(Records supplied begins)

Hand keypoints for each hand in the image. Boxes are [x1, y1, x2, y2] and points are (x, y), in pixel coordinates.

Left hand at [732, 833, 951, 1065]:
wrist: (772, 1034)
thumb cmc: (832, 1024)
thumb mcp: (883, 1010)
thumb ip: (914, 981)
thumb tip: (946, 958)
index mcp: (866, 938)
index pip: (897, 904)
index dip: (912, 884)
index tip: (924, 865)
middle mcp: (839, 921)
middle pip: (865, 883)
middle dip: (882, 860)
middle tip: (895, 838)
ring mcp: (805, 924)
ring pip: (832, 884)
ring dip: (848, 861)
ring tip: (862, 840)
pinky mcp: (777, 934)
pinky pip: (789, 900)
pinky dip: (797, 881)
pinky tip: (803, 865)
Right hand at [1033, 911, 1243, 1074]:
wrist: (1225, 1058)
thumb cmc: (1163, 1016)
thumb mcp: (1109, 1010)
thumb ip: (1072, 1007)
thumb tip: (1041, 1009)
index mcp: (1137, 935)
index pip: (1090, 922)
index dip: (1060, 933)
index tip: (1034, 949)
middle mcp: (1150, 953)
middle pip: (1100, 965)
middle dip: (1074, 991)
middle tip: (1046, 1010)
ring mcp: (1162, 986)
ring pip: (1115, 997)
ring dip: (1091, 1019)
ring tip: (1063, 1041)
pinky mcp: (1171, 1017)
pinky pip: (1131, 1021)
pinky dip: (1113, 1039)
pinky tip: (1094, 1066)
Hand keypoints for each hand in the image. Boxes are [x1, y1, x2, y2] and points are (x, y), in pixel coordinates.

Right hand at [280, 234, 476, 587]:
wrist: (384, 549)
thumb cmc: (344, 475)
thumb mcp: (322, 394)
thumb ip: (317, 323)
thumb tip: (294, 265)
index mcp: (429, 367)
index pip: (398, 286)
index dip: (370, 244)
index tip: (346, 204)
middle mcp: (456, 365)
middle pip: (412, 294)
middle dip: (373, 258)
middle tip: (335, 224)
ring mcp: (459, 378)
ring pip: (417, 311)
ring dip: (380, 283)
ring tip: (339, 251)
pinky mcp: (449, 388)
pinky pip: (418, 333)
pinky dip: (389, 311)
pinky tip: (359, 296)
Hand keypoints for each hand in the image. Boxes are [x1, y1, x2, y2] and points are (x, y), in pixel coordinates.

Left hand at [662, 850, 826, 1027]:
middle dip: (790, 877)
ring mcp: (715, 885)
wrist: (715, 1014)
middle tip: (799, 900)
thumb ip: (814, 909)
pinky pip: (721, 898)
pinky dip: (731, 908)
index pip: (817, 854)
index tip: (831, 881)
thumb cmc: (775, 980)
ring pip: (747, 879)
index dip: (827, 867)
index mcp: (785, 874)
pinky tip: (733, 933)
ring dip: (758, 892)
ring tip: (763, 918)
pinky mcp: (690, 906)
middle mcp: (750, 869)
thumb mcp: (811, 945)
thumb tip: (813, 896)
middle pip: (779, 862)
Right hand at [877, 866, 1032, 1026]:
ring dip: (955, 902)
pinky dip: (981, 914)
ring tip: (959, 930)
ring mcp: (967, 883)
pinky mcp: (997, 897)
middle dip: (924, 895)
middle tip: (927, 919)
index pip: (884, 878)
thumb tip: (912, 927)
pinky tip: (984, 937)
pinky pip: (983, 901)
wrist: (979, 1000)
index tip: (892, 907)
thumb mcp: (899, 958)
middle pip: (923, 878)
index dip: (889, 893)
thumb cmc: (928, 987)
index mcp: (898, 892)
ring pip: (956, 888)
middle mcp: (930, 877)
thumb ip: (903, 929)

(Records supplied ends)

▶ [About this task] Repeat, character for character, the lines of the material above from the line with "ring pip: (747, 879)" through the line with "middle pip: (779, 862)".

▶ [Written solution]
ring pip: (747, 879)
index dip: (827, 867)
index mcp: (785, 874)
pinky tip: (733, 933)
ring dip: (758, 892)
ring tip: (763, 918)
pinky mcp: (690, 906)
middle mcp: (750, 869)
thumb mcp: (811, 945)
thumb tip: (813, 896)
middle pip: (779, 862)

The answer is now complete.